On 9/11, when the airplanes crashed into the Twin Towers, the portion that week was eerily on point:
The Lord will bring a nation against you from afar, from the end of the
earth, which will swoop down like the eagle—a nation whose language
you do not understand, a ruthless nation, that will show the old no
regard and the young no mercy. Chapter 28: 49-50
In a world with such enemies, twenty years ago, and now, we don’t have the luxury of focusing on eating our bread in gladness and drinking our wine with joy. There is evil in the world. That evil is real. That evil will consume us if we don’t fight back. Ki tazah. When we go to war, not if we go to war, because then and now, in Israel and in America, we only get to eat our bread and drink our wine if we are strong and capable of defending ourselves and deterring aggression.
Where do these two Jewish lenses leave us? In the same place that the tragic aftermath of our failed 20-year war leaves us. With tension unresolved. There is no closure.
On the one hand, fighting this war was hakol havalim, utter futility. Not only Kohelet, but also a preponderant voice in America, would say: Avoid military adventurism and nation building. Focus on building a better America.
On the other hand, it cannot be denied that as a result of the Taliban’s victory, as a result of our 20 -year project going up in vapors, fundamentalism, the Taliban, violence, are ascendant. If we think we can eat our bread in gladness and drink our wine with joy by closing ourselves off from the world, and the world will leave us alone, we have another thing coming.
This whole mess has happened during the month of Elul, our season of introspection before the High Holidays. The work of Elul is to look at what went wrong, and what can we learn from it, so that we do not repeat it, so that we grow from it. The work of Elul is also to look at pain and redeem it somehow by making something good come from something bad.
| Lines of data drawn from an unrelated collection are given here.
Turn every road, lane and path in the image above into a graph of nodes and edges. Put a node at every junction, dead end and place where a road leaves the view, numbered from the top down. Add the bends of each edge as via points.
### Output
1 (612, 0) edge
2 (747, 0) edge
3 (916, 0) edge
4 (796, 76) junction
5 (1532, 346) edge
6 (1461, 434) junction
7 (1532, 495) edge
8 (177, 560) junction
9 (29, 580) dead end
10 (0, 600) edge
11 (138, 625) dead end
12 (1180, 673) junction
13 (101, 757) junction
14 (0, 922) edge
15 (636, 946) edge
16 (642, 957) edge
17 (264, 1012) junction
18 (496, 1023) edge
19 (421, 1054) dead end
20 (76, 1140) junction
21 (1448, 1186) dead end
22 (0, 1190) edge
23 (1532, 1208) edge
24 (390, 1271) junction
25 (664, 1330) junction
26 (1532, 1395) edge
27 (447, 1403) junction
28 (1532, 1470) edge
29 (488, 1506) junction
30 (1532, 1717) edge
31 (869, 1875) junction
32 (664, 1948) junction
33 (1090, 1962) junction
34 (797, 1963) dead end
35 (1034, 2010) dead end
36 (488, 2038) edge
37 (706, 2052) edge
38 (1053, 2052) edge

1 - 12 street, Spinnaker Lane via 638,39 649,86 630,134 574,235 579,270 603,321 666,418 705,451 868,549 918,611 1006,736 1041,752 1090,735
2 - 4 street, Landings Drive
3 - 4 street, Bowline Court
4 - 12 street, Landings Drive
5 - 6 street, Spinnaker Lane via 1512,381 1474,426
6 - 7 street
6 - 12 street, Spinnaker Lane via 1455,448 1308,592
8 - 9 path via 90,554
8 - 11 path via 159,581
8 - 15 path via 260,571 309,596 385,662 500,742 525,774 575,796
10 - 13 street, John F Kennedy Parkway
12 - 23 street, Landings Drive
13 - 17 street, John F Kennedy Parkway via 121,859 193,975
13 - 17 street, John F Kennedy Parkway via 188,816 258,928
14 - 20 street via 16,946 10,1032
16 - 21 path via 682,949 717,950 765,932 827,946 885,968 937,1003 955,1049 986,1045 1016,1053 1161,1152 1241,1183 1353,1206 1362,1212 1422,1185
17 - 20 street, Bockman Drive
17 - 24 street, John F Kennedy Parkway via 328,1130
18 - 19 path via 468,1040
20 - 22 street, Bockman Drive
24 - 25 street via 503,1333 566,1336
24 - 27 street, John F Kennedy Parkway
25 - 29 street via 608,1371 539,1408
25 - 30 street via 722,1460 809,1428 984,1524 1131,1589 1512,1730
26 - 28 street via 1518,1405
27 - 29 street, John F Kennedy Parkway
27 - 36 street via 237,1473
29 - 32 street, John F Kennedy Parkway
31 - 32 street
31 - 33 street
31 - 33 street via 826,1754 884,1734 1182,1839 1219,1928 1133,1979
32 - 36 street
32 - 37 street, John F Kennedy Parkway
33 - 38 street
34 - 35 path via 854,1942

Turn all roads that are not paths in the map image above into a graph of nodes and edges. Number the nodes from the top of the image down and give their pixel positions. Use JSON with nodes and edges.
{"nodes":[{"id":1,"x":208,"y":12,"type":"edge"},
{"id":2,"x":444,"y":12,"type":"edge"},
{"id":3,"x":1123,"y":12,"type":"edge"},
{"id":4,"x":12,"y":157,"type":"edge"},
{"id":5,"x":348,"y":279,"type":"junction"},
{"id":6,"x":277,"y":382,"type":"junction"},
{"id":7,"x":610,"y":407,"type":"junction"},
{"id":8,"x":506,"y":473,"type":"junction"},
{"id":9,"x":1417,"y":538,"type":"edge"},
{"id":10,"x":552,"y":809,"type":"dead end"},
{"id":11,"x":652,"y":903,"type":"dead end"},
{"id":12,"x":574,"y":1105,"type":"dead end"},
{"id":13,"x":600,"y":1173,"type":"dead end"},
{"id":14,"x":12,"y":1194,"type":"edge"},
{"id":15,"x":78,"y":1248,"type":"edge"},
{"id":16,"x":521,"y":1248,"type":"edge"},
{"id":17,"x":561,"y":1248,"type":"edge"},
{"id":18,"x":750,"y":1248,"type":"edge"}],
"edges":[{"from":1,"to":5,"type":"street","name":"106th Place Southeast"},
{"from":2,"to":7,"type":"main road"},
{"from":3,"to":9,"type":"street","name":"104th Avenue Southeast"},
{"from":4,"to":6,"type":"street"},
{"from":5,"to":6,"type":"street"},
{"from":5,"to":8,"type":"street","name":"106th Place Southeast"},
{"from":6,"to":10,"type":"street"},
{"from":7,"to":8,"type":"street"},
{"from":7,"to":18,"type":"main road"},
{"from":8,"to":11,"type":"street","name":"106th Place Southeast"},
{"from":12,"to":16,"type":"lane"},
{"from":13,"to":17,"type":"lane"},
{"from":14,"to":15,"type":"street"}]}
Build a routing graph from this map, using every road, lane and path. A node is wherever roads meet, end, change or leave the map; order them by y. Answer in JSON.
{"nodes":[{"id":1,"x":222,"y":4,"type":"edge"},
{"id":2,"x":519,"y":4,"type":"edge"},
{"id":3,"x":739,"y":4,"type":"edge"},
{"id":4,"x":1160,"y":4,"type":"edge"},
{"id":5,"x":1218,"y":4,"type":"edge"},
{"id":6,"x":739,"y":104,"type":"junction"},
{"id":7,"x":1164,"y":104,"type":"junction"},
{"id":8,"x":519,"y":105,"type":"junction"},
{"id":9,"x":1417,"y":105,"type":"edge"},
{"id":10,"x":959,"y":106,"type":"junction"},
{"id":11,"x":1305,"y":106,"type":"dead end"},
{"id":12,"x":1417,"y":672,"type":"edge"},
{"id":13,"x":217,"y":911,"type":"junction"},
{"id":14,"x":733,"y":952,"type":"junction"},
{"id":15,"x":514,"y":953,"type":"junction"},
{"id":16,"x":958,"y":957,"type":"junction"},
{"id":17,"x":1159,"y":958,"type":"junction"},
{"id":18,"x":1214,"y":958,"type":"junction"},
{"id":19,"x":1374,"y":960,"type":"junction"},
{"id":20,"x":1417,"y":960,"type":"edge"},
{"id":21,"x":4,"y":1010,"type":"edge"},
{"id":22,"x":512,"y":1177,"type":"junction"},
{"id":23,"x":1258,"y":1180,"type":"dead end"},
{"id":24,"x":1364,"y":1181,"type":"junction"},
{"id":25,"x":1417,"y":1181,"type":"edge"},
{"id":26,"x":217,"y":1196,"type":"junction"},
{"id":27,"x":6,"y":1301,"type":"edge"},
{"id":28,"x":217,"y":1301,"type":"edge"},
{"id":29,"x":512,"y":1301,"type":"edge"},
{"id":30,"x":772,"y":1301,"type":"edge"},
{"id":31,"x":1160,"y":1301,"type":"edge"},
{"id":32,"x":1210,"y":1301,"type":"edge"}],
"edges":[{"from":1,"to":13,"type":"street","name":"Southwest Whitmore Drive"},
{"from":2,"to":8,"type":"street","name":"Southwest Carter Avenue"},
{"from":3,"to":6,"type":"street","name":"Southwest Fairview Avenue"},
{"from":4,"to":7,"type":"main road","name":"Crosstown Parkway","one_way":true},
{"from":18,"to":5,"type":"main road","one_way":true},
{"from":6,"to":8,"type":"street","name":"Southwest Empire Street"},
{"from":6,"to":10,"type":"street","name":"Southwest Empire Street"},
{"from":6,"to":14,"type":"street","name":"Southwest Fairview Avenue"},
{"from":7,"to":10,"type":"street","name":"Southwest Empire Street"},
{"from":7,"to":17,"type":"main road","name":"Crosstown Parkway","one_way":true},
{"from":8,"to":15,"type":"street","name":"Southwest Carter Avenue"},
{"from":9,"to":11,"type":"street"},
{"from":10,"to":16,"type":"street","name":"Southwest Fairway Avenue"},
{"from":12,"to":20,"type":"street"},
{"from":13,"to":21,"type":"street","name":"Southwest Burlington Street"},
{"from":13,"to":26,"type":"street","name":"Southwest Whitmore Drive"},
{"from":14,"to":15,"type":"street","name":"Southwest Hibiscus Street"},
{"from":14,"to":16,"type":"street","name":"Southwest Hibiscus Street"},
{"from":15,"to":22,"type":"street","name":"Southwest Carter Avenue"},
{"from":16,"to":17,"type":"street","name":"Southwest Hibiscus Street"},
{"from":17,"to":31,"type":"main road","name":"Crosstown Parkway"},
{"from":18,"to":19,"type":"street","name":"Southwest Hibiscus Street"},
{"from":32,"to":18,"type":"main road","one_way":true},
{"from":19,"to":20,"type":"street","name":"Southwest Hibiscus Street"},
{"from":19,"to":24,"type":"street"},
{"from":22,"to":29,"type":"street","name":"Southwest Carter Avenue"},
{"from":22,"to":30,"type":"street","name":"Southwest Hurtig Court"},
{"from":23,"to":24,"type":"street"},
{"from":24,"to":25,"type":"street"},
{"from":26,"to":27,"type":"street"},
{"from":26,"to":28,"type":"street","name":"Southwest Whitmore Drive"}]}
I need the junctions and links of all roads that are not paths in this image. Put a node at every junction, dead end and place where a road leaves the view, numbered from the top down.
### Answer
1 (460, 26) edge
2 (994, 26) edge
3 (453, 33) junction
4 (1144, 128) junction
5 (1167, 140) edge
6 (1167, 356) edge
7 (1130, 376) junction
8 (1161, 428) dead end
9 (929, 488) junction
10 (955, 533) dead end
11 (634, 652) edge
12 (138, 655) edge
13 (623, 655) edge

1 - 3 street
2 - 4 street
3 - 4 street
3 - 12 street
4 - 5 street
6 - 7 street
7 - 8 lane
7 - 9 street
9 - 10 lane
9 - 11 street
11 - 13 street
Which leads me to the letter this week from the Governor of Utah, Spencer Cox, to President Biden.
Dear President Biden:
I’m deeply saddened by the human tragedy currently unfolding in Afghanistan. I
recognize Utah plays no direct role in shaping U.S. diplomatic or military policy,
but we have a long history of welcoming refugees from around the world and
helping them restart their lives in a new country. We are eager to continue that
practice and assist with the resettlement of individuals and families fleeing
Afghanistan, especially those who valiantly helped U.S troops, diplomats,
journalists, and other civilians over the past 20 years.
As you may already know, Utah’s history guides our approach to refugees. Our
state was settled by refugees fleeing religious persecution 170 years ago. Their
descendants have a deep understanding of the danger and pain caused by forced
migration and an appreciation for the wonderful contributions of refugees in
our communities.
Please advise us in the coming days and weeks how we can assist.
Sincerely,
Spencer J. Cox
Governor
In the spirit of Elul, may our beloved nation learn and grow from this painful failed twenty-year war. Whatever lessons would emerge from an honest assessment, may we internalize those lessons so that we do not repeat our mistakes. And may we redeem this broken world by keeping faith with the Afghan translators, and their families, who kept faith with us. Shabbat shalom.